Some dads are into fishing. Others are incredible cooks. And some father figures always have the best book recommendations. But no matter their personality or interests, all dads have one thing in common: their love of…bad dad jokes.
Oh, and sure, their kids, too.
From terrible one-liners to corny puns, here are some of the best – er, worst? – dad jokes out there. They’ll make you laugh, they’ll make you roll your eyes, and they’ll make you appreciate the fact that your Pops can always lighten the mood.
115 Bad Dad Jokes
- What has more letters than the alphabet? The post office!
- Why is Peter Pan always flying?
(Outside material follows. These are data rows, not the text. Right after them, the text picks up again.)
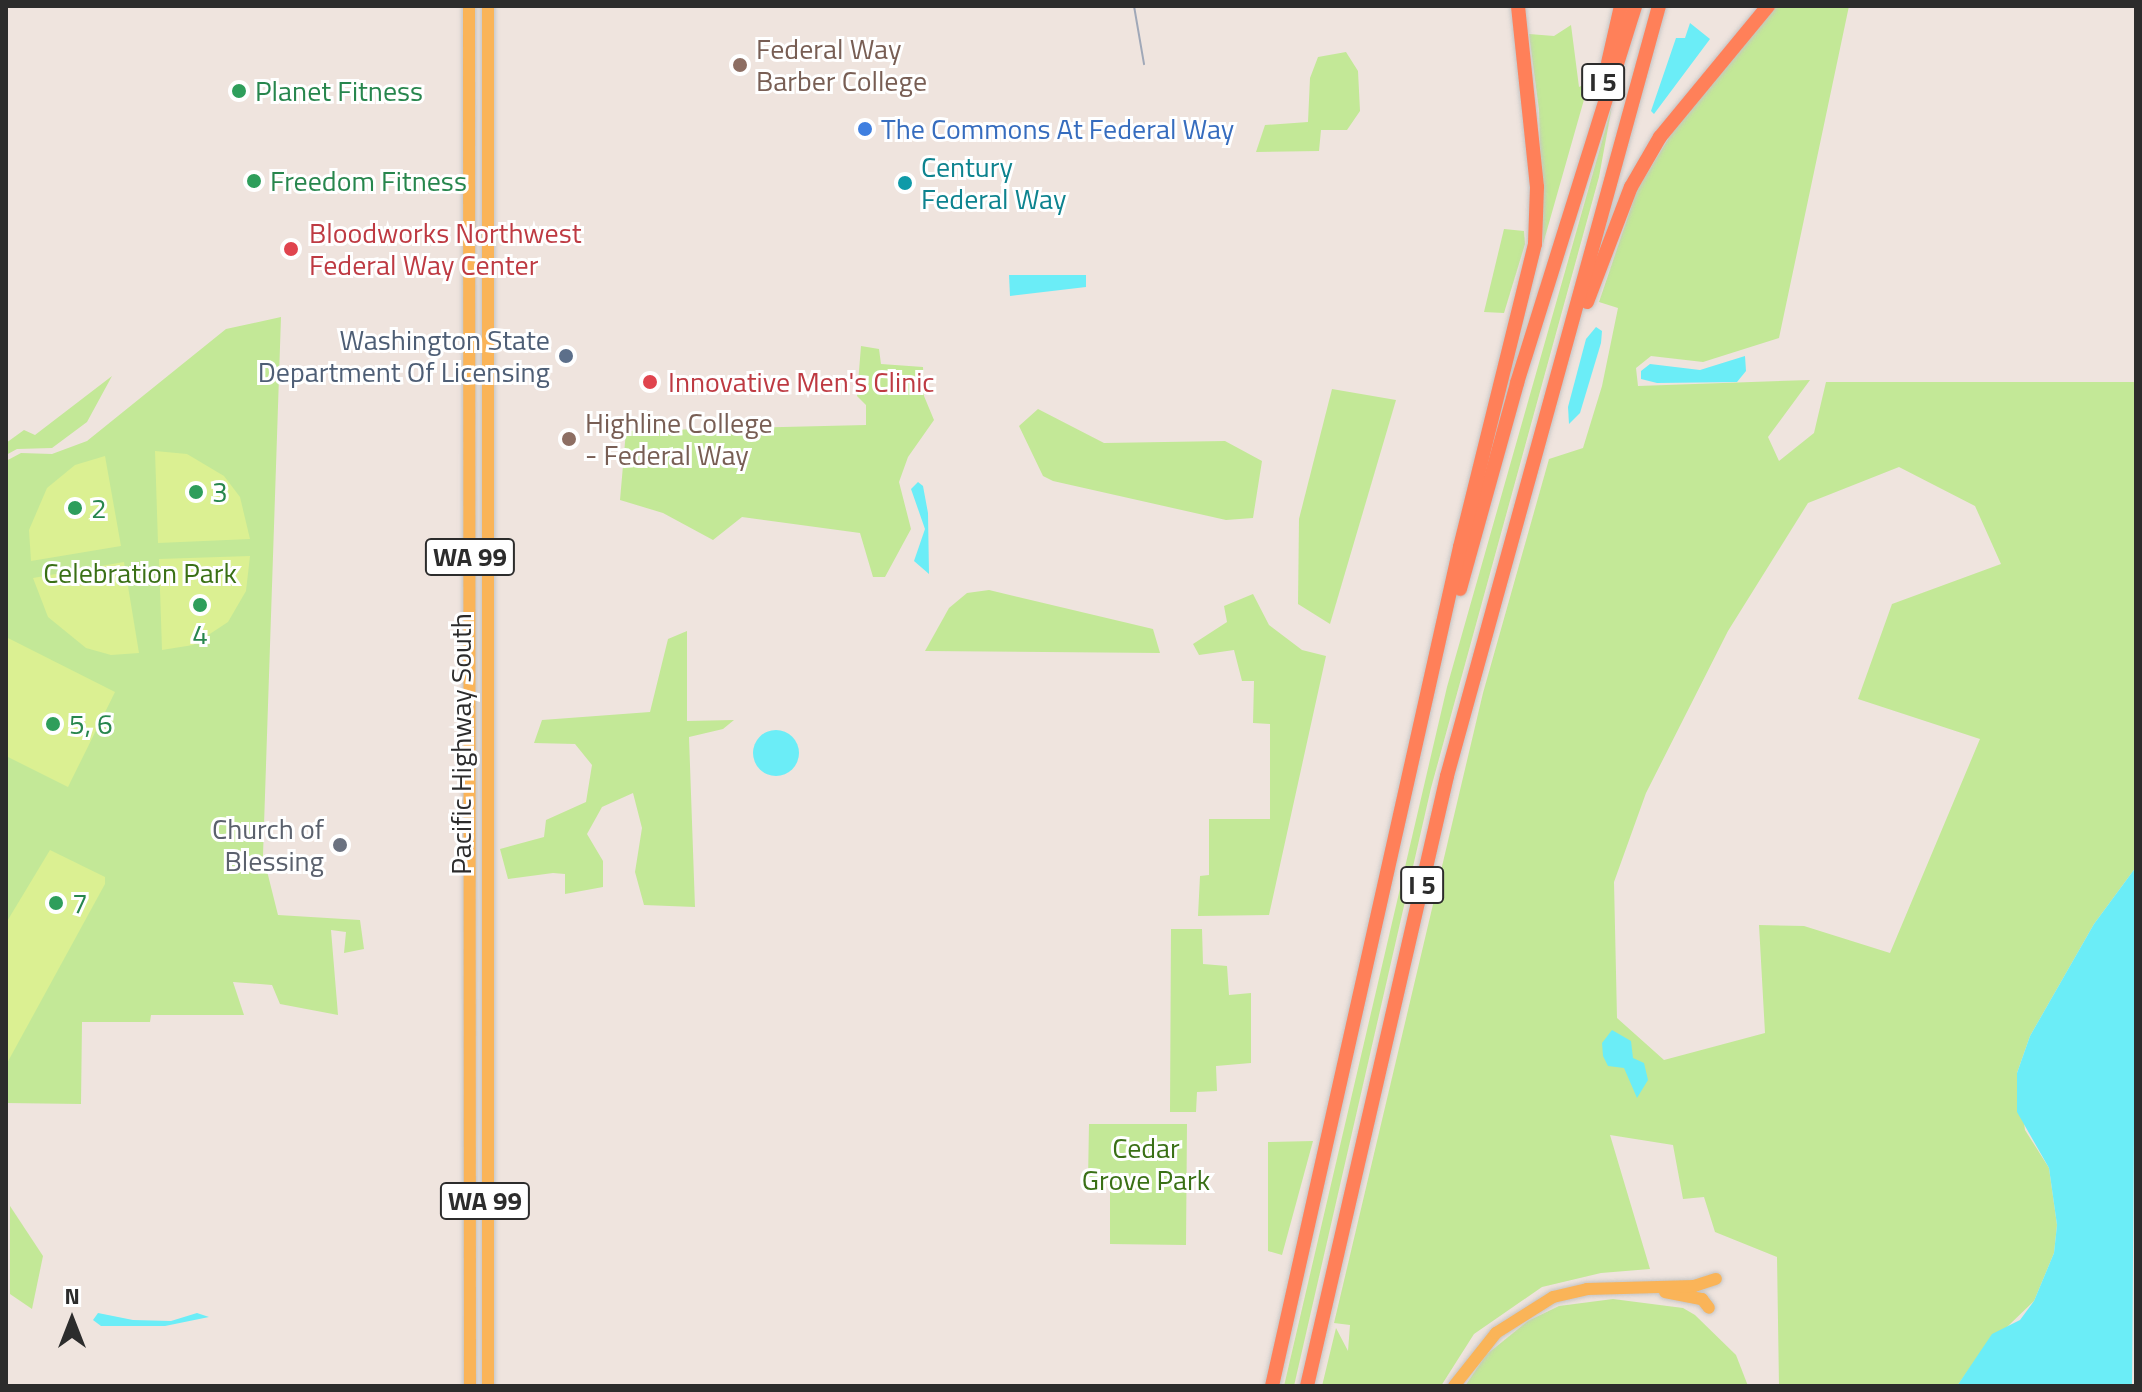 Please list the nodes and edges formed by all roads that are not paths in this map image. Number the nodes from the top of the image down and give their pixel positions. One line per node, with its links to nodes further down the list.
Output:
1 (469, 6): 9 (main road, Pacific Highway South / WA 99)
2 (488, 6): 12 (main road, Pacific Highway South / WA 99)
3 (1518, 6): 14 (highway)
4 (1621, 6): 11 (highway, I 5)
5 (1635, 6): 11 (highway)
6 (1650, 6): 10 (highway)
7 (1659, 6): 10 (highway, I 5)
8 (1768, 6): 13 (highway)
9 (470, 92): 12 (main road); 15 (main road, Pacific Highway South / WA 99)
10 (1620, 148): 13 (highway, I 5)
11 (1586, 157): 14 (highway, I 5)
12 (485, 187): 17 (main road, Pacific Highway South / WA 99)
13 (1555, 388): 25 (highway, I 5)
14 (1427, 709): 24 (highway, I 5)
15 (469, 1115): 16 (main road, Pacific Highway South / WA 99); 17 (main road)
16 (469, 1163): 18 (main road); 22 (main road, Pacific Highway South / WA 99)
17 (485, 1188): 18 (main road, Pacific Highway South / WA 99)
18 (485, 1247): 23 (main road, Pacific Highway South / WA 99)
19 (1716, 1279): 20 (main road)
20 (1611, 1287): 21 (main road); 26 (main road)
21 (1709, 1308)
22 (470, 1386)
23 (488, 1386)
24 (1272, 1386)
25 (1307, 1386)
26 (1454, 1386) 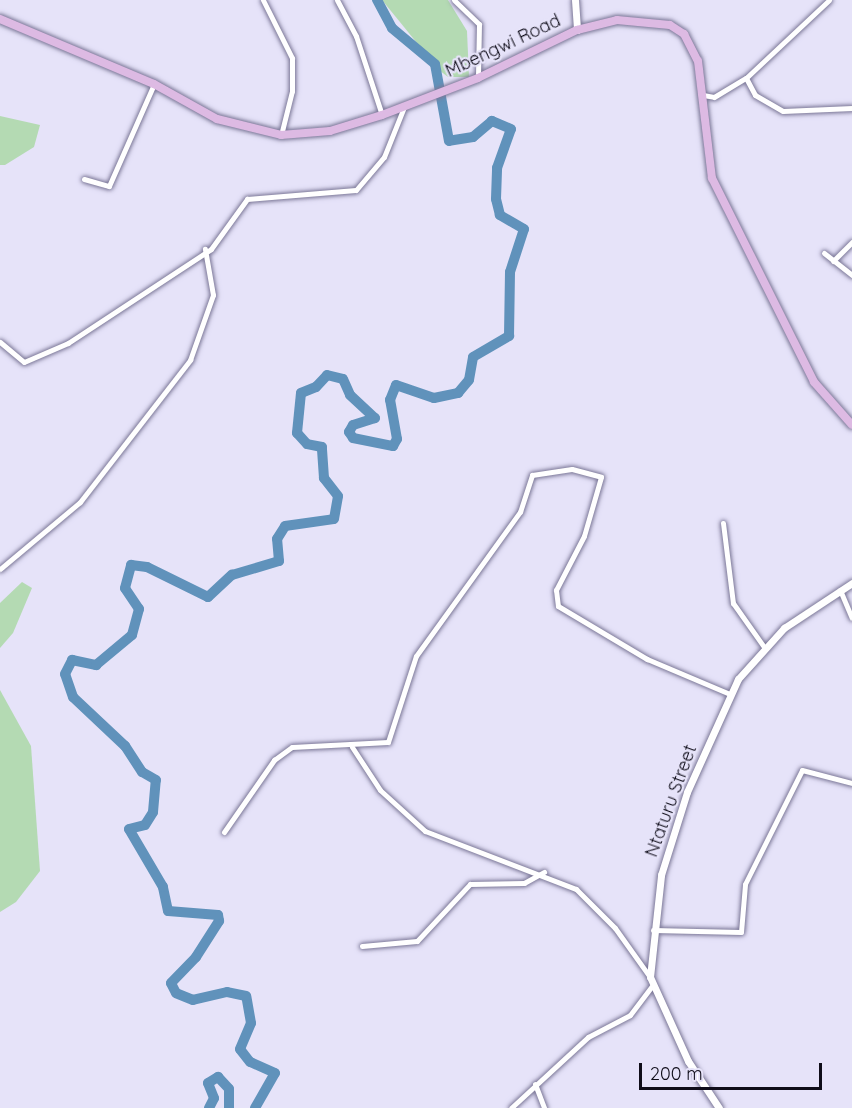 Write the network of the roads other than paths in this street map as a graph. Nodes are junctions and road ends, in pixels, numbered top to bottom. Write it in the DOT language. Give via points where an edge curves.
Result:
graph roads {
  1 [pos="262,0"];
  2 [pos="337,0"];
  3 [pos="454,0"];
  4 [pos="575,0"];
  5 [pos="829,0"];
  6 [pos="0,20"];
  7 [pos="577,30"];
  8 [pos="478,78"];
  9 [pos="746,78"];
  10 [pos="154,84"];
  11 [pos="703,95"];
  12 [pos="404,106"];
  13 [pos="852,108"];
  14 [pos="382,115"];
  15 [pos="280,135"];
  16 [pos="84,180"];
  17 [pos="852,242"];
  18 [pos="205,249"];
  19 [pos="824,253"];
  20 [pos="833,261"];
  21 [pos="852,275"];
  22 [pos="0,342"];
  23 [pos="852,425"];
  24 [pos="723,523"];
  25 [pos="0,569"];
  26 [pos="852,583"];
  27 [pos="840,590"];
  28 [pos="852,618"];
  29 [pos="764,647"];
  30 [pos="730,694"];
  31 [pos="352,747"];
  32 [pos="852,783"];
  33 [pos="224,832"];
  34 [pos="544,872"];
  35 [pos="653,930"];
  36 [pos="362,946"];
  37 [pos="650,977"];
  38 [pos="653,985"];
  39 [pos="535,1084"];
  40 [pos="512,1108"];
  41 [pos="544,1108"];
  42 [pos="719,1108"];
  1 -- 15 [label="street" via="292,58 292,91"];
  2 -- 14 [label="street" via="356,36"];
  3 -- 8 [label="street" via="479,24"];
  4 -- 7 [label="street"];
  5 -- 9 [label="street"];
  6 -- 10 [label="main road, Mbengwi Road"];
  7 -- 8 [label="main road, Mbengwi Road"];
  7 -- 11 [label="main road, Mbengwi Road" via="617,20 670,25 684,34 698,61"];
  8 -- 12 [label="main road, Mbengwi Road"];
  9 -- 11 [label="street" via="714,97"];
  9 -- 13 [label="street" via="755,94 783,111"];
  10 -- 15 [label="main road, Mbengwi Road" via="217,119"];
  10 -- 16 [label="street" via="109,186"];
  11 -- 23 [label="main road, Mbengwi Road" via="712,178 814,381"];
  12 -- 14 [label="main road, Mbengwi Road"];
  12 -- 18 [label="street" via="384,157 356,190 248,199 214,245"];
  14 -- 15 [label="main road, Mbengwi Road" via="330,131"];
  17 -- 20 [label="street"];
  18 -- 22 [label="street" via="68,343 24,362"];
  18 -- 25 [label="street" via="213,295 190,360 80,502"];
  19 -- 20 [label="street"];
  20 -- 21 [label="street"];
  24 -- 29 [label="street" via="733,603"];
  26 -- 27 [label="street, Ntaturu Street"];
  27 -- 28 [label="street"];
  27 -- 29 [label="street, Ntaturu Street"];
  29 -- 30 [label="street, Ntaturu Street"];
  30 -- 31 [label="street" via="647,658 558,606 554,596 585,536 601,479 596,471 555,471 530,477 520,512 416,656 388,742"];
  30 -- 35 [label="street, Ntaturu Street" via="672,832"];
  31 -- 33 [label="street" via="306,742 292,747 274,760"];
  31 -- 34 [label="street" via="380,790 425,831 450,844"];
  32 -- 35 [label="street" via="802,770 745,884 741,932"];
  34 -- 36 [label="street" via="524,883 470,884 417,941"];
  34 -- 37 [label="street" via="600,911"];
  35 -- 37 [label="street, Ntaturu Street"];
  37 -- 38 [label="street, Ntaturu Street"];
  38 -- 39 [label="street" via="630,1015 588,1037"];
  38 -- 42 [label="street, Ntaturu Street" via="688,1060"];
  39 -- 40 [label="street"];
  39 -- 41 [label="street"];
}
Because he Neverlands.
- I want to make a brief joke, but it’s a little cheesy.
- I’ve been bored recently, so I decided to take up fencing. The neighbors keep demanding that I put it back.
- Why is sand so optimistic? It has a can-dune attitude.
- What did the ocean say to the beach? Nothing, it just waved.
- What did the baker say when she won an award? “It was a piece of cake.”
- Why was the ghost so tired? He worked the graveyard shift.
- Where do you learn to make a banana split? Sundae school.
- Have you ever tried to catch a fog? I tried, but I mist.
- I’m afraid for the calendar. Its days are numbered.
- What vegetable is kind to everyone? The sweet potato.
- Why are elevator jokes so classic and good? They work on many levels.
- What do you call it when a group of apes starts a company? Monkey business.
- Why would doors do well on social media? Everyone looks for their handles.
- Want to know why nurses like red crayons? Sometimes they have to draw blood.
- What kind of car does a sheep like to drive? A Lamborghini.
- What’s brown and sticky? A stick.
- Why did the scarecrow win an award? He was out standing in his field.
- What’s the most detail-oriented ocean? The Pacific.
- I used to be addicted to soap, but I’m clean now.
- What did one Dorito farmer say to the other? “Cool Ranch!”
- I don’t trust stairs because they’re always up to something.
- I ordered a chicken and an egg from Amazon. I’ll let you know…
- I like telling Dad jokes…sometimes he laughs.
- What do you call a fly without wings? A walk.
- That car looks nice but the muffler seems exhausted.
- What does a karate master get rewarded with while driving? A seat belt.
- People are making apocalypse joke like there is no tomorrow!
- I made a pencil with two erasers. It was pointless.
- I used to hate facial hair but then it grew on me.
- Don’t trust atoms. They make up everything!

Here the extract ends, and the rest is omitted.